--- RECORDS SHOWN ---

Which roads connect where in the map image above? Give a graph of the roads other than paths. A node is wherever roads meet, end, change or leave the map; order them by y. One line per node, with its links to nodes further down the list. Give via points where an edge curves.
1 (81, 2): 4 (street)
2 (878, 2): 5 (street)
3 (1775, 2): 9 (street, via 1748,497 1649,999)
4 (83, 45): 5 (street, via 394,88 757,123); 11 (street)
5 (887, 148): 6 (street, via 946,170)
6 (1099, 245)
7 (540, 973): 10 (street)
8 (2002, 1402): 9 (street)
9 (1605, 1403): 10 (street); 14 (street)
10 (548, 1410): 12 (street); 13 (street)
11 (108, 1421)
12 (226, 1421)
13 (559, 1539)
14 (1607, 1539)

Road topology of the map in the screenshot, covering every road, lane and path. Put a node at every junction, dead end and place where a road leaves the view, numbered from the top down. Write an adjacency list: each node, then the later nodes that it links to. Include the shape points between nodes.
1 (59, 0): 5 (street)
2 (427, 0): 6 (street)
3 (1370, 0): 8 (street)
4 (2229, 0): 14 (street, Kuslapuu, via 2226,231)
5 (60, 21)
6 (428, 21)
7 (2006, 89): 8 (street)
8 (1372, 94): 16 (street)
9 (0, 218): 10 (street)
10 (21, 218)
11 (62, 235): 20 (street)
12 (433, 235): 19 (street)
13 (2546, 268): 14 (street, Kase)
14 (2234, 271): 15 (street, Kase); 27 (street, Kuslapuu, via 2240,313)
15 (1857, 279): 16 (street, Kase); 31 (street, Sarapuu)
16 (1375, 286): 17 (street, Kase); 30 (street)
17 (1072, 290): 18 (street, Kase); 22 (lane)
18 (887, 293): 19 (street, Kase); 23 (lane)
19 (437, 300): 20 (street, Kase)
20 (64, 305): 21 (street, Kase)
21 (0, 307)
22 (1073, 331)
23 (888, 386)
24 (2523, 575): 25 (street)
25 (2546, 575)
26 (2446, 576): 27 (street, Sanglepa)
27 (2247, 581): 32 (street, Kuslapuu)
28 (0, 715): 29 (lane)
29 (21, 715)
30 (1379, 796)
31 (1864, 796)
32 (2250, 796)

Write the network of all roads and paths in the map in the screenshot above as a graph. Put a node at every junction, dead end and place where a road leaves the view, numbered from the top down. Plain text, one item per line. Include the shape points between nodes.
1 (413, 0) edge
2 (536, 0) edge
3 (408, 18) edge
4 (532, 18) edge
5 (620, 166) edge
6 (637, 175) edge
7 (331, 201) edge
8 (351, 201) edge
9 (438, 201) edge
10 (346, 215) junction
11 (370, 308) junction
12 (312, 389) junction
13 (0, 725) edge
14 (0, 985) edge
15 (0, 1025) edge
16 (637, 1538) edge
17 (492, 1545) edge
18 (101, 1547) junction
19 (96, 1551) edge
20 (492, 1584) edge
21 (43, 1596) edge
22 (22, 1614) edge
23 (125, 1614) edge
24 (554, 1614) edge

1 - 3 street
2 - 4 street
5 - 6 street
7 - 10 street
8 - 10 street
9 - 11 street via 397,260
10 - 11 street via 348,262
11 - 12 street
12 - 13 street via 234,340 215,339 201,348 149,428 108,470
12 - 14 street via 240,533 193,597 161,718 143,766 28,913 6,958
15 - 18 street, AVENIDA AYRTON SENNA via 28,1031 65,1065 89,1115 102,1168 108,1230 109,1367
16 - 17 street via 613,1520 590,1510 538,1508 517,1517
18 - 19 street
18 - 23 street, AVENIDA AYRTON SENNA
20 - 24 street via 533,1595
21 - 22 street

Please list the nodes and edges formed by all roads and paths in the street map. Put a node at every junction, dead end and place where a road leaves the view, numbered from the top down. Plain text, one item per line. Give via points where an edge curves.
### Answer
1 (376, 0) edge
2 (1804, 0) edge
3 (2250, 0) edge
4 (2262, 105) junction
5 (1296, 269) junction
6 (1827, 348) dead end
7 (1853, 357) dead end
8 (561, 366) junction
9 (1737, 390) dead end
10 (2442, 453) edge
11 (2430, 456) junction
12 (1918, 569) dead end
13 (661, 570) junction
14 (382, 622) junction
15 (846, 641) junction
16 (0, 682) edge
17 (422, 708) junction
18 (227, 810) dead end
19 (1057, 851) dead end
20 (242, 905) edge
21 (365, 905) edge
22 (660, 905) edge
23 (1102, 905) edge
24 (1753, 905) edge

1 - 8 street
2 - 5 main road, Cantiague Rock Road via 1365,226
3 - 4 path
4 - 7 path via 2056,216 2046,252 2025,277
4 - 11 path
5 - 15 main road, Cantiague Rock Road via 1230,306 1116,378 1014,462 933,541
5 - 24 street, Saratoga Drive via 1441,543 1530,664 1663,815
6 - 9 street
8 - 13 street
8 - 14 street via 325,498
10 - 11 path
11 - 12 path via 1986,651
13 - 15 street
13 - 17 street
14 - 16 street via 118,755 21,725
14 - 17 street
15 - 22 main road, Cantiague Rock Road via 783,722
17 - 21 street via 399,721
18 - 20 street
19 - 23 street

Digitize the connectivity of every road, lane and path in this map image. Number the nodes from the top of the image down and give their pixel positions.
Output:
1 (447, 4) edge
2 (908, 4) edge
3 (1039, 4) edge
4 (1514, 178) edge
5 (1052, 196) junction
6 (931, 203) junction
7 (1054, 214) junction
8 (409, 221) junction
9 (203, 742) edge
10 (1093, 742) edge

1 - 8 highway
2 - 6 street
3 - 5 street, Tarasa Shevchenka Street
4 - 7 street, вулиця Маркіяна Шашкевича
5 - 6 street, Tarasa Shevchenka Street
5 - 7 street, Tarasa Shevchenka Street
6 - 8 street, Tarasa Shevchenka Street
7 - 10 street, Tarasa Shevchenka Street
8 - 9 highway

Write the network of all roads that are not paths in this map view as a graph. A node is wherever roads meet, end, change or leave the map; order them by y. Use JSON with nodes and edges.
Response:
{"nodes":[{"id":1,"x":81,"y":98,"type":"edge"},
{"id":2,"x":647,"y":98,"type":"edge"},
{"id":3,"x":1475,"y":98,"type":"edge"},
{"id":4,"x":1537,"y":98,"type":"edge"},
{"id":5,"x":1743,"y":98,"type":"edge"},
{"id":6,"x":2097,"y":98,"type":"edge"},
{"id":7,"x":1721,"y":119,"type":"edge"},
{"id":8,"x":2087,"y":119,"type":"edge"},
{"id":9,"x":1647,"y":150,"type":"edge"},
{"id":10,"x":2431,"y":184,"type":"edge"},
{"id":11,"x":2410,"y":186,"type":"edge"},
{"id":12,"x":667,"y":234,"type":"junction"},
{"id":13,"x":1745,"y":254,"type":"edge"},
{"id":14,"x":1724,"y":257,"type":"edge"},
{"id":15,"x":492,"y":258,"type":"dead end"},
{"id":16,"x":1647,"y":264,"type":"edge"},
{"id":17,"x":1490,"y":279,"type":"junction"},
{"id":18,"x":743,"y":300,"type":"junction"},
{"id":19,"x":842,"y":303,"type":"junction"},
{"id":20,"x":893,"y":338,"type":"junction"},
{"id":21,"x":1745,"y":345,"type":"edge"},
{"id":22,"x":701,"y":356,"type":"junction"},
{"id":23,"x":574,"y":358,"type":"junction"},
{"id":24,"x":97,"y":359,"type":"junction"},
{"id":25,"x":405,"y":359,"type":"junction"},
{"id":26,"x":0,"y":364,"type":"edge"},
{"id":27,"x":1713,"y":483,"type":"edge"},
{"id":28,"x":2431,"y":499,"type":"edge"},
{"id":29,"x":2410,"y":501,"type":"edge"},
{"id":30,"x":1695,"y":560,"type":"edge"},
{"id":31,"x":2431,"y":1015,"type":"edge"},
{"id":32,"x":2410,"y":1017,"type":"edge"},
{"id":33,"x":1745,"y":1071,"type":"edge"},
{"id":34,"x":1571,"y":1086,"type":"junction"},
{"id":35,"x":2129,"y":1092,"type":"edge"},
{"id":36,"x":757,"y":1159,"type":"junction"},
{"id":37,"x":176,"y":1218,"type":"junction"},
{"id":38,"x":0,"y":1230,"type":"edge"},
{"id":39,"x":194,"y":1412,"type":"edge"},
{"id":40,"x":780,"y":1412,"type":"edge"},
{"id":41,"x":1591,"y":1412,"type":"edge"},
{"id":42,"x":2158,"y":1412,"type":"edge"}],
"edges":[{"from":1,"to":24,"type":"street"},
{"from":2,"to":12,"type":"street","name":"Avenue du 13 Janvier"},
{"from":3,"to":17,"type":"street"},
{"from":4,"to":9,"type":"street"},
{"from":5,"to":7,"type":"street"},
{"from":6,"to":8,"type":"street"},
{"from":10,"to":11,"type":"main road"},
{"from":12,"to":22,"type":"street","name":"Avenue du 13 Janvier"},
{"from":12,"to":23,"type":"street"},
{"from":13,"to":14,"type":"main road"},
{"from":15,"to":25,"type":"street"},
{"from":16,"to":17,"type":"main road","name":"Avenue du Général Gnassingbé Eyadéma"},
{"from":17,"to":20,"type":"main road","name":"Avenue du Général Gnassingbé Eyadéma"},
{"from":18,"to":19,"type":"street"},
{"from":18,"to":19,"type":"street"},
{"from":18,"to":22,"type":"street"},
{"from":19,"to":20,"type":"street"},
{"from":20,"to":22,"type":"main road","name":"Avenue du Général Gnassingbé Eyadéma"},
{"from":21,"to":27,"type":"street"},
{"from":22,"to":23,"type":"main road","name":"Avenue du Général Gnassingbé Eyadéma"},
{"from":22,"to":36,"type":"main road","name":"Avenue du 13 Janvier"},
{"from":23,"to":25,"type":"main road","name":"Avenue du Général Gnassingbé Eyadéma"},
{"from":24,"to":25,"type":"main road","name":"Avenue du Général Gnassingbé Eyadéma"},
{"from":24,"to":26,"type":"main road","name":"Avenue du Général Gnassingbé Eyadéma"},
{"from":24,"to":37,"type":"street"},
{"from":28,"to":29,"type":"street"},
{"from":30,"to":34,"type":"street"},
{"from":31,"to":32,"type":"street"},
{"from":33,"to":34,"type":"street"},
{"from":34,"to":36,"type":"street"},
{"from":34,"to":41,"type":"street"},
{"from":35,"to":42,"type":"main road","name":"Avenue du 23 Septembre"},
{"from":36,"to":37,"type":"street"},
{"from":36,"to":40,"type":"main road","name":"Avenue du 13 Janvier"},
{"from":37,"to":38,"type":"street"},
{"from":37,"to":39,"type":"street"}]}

---

◆ **TASK REQUIREMENTS**
Only the lines that contain the word "with" should be copied from the material.

◆ **EXPECTED ANSWER**
Which roads connect where in the map image above? Give a graph of the roads other than paths. A node is wherever roads meet, end, change or leave the map; order them by y. One line per node, with its links to nodes further down the list. Give via points where an edge curves.
Write the network of all roads that are not paths in this map view as a graph. A node is wherever roads meet, end, change or leave the map; order them by y. Use JSON with nodes and edges.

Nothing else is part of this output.